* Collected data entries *
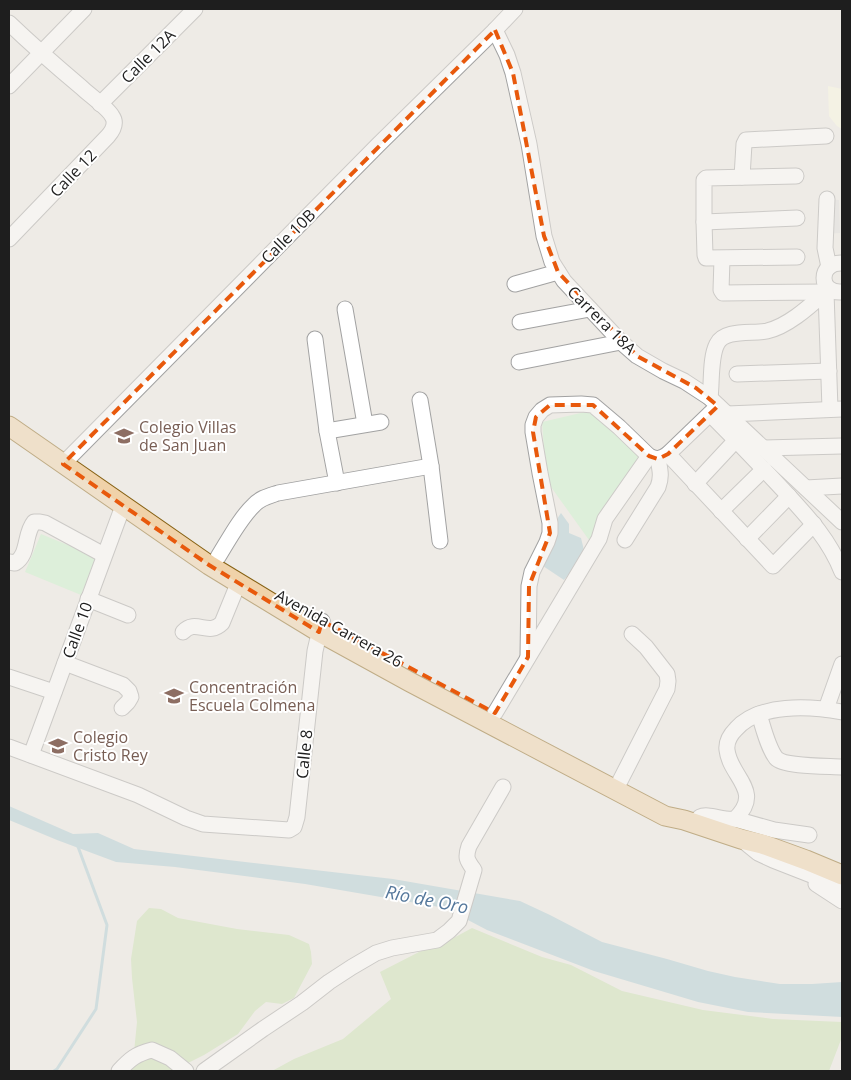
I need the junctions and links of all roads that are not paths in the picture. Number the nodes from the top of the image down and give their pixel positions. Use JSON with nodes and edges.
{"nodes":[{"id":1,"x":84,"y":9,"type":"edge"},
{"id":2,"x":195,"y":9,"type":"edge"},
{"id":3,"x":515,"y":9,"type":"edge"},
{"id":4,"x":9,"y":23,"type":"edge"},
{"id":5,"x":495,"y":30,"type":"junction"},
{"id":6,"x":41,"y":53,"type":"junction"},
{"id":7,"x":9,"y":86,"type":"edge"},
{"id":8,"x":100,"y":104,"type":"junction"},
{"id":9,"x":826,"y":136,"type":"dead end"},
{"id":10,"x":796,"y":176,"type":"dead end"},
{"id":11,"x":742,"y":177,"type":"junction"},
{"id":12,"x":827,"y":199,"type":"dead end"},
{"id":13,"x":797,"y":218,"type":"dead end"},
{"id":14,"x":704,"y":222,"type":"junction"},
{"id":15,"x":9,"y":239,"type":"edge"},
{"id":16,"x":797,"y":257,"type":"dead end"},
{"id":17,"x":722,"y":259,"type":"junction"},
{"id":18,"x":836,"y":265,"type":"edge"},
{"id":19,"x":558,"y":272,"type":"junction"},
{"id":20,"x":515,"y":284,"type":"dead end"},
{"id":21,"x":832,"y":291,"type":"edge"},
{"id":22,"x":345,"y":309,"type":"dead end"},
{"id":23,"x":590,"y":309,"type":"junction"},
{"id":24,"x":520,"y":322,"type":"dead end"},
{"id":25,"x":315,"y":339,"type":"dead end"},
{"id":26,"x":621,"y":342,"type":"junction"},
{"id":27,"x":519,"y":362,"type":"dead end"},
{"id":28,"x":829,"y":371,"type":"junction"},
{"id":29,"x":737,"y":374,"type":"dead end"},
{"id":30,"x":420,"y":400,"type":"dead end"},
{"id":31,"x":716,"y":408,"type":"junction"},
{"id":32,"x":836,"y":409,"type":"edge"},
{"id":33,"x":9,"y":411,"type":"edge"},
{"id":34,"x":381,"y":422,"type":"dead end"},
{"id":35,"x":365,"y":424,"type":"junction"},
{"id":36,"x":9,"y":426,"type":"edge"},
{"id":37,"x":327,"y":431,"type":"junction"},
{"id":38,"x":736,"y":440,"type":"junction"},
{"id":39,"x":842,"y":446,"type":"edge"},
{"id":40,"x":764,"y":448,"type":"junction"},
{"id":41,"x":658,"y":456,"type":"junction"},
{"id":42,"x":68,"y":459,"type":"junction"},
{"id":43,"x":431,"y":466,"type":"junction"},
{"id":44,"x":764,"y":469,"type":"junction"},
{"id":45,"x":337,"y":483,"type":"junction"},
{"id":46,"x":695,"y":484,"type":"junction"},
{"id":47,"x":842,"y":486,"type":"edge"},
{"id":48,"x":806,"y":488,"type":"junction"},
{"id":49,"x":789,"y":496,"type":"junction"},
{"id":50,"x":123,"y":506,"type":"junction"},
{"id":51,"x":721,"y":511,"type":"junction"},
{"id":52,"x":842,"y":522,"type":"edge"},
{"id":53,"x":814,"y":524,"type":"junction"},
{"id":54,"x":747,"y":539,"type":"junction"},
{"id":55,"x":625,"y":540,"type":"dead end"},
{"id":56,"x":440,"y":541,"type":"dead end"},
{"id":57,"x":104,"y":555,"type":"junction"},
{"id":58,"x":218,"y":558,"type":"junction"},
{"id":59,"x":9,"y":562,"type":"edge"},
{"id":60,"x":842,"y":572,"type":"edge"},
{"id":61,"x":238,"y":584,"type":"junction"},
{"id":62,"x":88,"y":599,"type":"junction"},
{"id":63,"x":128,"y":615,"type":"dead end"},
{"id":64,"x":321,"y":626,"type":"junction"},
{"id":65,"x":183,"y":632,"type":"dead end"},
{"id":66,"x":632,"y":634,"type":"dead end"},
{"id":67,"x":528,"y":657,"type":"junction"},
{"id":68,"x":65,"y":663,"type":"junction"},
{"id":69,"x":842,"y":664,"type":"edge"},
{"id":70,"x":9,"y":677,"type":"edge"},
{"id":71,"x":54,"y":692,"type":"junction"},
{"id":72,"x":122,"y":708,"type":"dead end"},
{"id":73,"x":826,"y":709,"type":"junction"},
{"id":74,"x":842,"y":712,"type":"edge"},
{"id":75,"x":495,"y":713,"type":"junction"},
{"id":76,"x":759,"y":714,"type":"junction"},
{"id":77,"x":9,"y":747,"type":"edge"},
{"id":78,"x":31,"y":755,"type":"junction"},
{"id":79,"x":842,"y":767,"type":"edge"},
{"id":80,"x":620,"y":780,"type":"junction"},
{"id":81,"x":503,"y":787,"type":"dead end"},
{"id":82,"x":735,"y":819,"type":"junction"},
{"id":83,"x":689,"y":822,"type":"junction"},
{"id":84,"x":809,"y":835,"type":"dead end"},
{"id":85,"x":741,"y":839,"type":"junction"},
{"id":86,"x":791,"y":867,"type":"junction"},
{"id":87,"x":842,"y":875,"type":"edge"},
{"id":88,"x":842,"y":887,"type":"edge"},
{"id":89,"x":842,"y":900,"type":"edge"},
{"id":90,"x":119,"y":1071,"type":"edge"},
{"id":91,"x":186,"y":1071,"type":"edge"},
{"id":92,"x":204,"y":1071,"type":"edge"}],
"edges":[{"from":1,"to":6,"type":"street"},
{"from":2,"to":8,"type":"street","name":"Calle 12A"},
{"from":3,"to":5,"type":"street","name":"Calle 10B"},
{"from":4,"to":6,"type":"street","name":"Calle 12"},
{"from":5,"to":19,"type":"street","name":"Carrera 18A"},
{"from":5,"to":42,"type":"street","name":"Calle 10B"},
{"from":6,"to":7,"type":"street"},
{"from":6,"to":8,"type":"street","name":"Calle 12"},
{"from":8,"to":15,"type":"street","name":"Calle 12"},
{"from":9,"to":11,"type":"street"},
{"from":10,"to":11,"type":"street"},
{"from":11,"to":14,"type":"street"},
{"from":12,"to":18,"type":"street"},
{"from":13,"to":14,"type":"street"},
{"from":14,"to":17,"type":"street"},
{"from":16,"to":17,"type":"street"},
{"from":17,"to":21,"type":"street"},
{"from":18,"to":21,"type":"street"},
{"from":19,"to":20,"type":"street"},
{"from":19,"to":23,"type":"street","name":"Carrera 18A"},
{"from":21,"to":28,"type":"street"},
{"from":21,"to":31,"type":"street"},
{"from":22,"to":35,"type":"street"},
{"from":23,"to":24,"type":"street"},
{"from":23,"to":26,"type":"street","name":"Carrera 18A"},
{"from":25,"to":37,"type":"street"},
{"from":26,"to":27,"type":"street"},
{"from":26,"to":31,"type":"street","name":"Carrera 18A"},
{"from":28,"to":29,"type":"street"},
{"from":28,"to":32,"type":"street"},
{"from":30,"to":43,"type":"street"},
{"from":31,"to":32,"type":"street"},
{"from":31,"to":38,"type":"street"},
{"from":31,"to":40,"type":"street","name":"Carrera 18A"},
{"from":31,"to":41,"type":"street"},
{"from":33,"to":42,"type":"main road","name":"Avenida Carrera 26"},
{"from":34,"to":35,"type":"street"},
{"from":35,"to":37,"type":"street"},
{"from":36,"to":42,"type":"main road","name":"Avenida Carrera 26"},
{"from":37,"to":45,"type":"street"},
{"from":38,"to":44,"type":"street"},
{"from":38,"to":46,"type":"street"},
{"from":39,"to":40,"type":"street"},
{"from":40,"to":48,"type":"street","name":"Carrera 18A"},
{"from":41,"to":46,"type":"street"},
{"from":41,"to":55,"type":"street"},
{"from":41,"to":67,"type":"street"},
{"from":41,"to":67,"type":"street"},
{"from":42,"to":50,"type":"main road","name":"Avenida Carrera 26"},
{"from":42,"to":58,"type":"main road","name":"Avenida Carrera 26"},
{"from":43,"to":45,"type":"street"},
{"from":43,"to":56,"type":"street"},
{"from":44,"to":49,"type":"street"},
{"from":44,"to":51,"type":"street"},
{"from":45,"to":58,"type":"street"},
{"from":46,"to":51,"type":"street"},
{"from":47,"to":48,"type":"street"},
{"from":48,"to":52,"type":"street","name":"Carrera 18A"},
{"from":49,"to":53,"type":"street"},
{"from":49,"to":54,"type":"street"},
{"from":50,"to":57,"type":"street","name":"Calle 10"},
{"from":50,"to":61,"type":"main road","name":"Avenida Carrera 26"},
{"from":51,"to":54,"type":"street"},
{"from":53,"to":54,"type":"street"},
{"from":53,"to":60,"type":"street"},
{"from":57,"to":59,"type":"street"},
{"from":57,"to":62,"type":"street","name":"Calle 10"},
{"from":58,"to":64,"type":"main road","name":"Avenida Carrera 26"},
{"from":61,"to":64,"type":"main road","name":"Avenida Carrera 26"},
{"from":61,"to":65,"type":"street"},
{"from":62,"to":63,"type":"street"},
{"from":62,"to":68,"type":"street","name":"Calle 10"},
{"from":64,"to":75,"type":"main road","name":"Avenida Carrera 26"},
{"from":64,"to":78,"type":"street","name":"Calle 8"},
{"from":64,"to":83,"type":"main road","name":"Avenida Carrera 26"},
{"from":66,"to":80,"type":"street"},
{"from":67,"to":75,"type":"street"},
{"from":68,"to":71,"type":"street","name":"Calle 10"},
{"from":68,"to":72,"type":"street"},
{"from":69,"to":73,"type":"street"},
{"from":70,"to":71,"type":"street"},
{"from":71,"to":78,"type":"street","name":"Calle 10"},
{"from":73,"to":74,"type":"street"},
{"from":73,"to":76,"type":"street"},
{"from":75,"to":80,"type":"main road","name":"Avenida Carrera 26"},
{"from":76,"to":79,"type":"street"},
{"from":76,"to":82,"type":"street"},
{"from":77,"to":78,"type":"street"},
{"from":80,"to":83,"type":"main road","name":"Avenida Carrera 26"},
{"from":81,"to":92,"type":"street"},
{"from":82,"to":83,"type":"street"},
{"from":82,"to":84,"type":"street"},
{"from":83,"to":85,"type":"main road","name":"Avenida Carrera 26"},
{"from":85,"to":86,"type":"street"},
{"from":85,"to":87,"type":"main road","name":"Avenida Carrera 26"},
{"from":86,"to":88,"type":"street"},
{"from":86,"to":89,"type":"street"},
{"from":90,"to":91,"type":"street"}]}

--

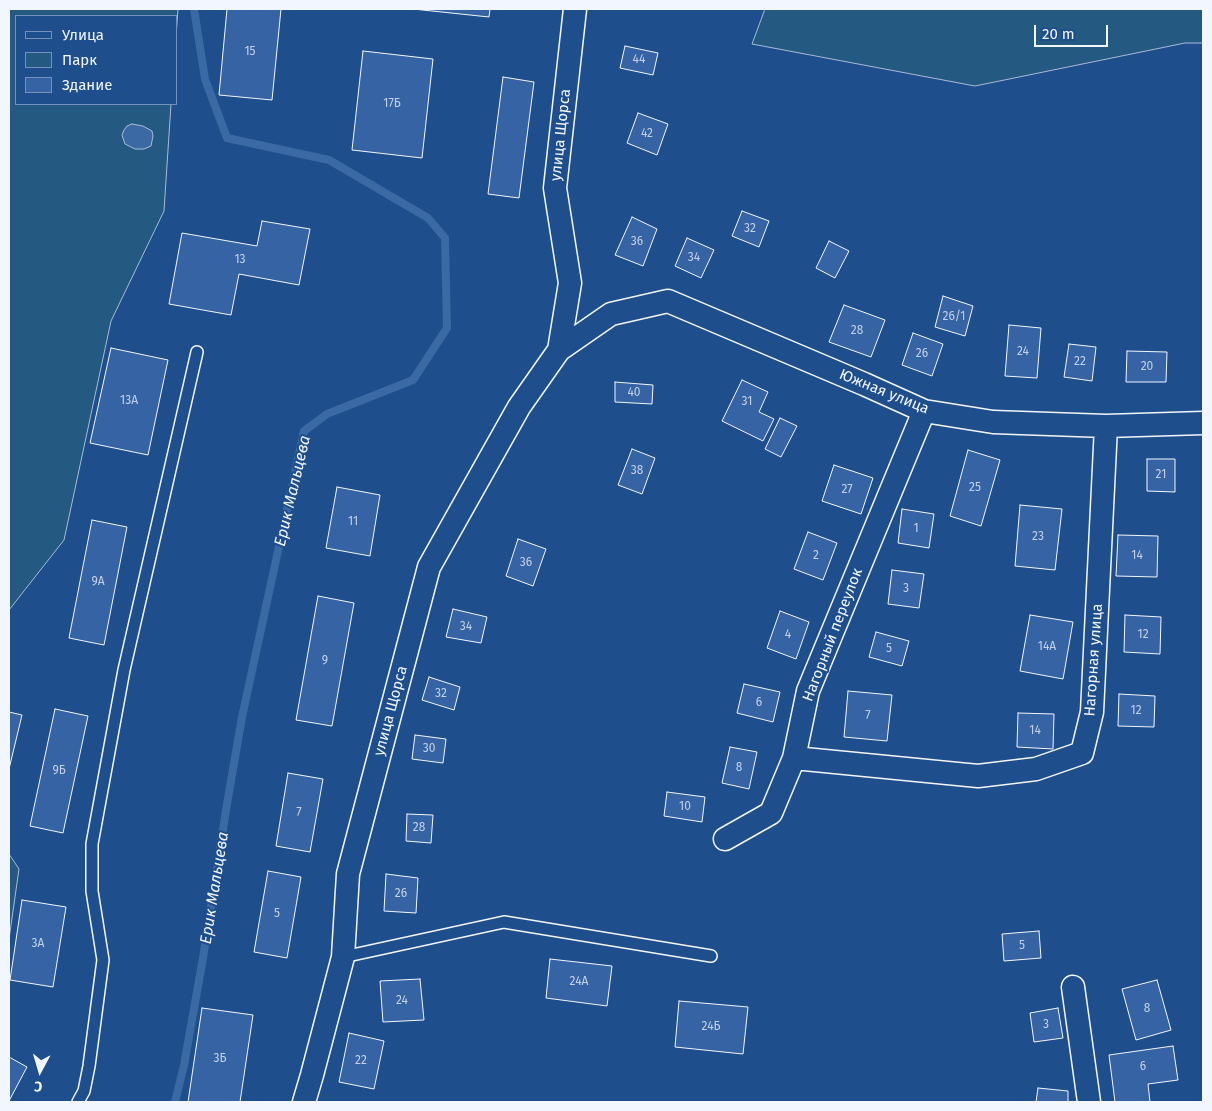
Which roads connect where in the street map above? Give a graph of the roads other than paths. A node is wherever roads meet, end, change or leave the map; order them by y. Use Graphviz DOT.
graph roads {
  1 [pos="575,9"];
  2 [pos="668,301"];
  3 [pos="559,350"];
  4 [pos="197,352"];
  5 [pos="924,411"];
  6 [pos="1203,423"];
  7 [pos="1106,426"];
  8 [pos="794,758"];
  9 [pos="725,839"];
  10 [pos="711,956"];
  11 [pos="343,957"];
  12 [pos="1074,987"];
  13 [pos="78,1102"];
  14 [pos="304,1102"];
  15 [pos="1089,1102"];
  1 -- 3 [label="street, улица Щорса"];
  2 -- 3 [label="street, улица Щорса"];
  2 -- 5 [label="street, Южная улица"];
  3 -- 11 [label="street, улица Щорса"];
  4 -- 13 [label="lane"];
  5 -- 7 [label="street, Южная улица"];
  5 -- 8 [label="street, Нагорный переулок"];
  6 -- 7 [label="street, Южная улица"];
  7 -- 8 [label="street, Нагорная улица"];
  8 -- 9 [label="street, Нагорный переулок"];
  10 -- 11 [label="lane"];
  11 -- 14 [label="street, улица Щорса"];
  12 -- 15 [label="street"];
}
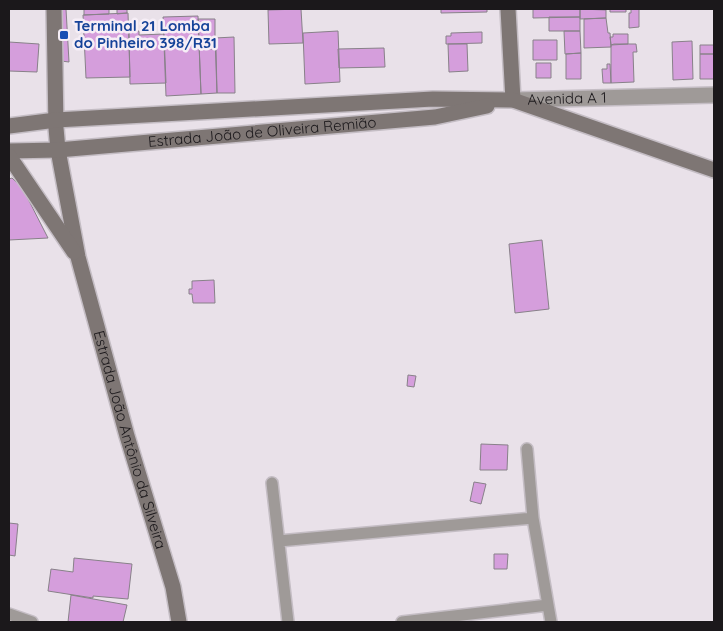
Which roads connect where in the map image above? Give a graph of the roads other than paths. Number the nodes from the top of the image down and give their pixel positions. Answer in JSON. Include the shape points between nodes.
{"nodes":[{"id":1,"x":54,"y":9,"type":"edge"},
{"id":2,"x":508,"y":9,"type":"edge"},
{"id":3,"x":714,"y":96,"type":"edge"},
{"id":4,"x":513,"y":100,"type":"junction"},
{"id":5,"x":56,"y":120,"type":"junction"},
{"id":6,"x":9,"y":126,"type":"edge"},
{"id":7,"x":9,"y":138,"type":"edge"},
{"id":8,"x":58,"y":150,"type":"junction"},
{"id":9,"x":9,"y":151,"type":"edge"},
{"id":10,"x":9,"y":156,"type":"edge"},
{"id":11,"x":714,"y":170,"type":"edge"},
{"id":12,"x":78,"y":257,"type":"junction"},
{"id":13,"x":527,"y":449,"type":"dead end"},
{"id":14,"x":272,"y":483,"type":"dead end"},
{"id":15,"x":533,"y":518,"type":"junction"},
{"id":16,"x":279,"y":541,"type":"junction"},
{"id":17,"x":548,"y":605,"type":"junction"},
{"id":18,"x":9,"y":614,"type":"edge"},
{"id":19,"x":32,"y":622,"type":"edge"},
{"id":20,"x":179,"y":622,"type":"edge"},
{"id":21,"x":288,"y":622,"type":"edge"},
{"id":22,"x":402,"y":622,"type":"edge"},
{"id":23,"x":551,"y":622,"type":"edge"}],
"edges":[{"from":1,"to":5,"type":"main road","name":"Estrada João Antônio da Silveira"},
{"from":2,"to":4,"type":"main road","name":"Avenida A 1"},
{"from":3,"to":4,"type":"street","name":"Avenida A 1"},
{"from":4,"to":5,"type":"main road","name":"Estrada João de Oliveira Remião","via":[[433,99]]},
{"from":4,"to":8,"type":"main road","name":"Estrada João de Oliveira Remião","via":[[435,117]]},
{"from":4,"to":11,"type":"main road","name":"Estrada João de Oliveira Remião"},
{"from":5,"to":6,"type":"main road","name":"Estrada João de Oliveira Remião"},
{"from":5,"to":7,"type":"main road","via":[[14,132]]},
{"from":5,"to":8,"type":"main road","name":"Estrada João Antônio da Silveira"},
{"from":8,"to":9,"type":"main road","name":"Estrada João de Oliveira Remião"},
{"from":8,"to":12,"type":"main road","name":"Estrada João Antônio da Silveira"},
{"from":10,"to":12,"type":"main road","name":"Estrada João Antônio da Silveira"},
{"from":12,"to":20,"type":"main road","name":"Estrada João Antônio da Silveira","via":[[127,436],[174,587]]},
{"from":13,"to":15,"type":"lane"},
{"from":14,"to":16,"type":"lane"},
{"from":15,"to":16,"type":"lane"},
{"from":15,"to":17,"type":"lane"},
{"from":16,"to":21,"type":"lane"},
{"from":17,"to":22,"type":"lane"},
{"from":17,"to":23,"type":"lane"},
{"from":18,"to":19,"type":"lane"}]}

* WORK REQUIRED *
Show all lines in the records above that hold "image".

* TASK ANSWER *
I need the junctions and links of all roads that are not paths in the picture. Number the nodes from the top of the image down and give their pixel positions. Use JSON with nodes and edges.
Which roads connect where in the map image above? Give a graph of the roads other than paths. Number the nodes from the top of the image down and give their pixel positions. Answer in JSON. Include the shape points between nodes.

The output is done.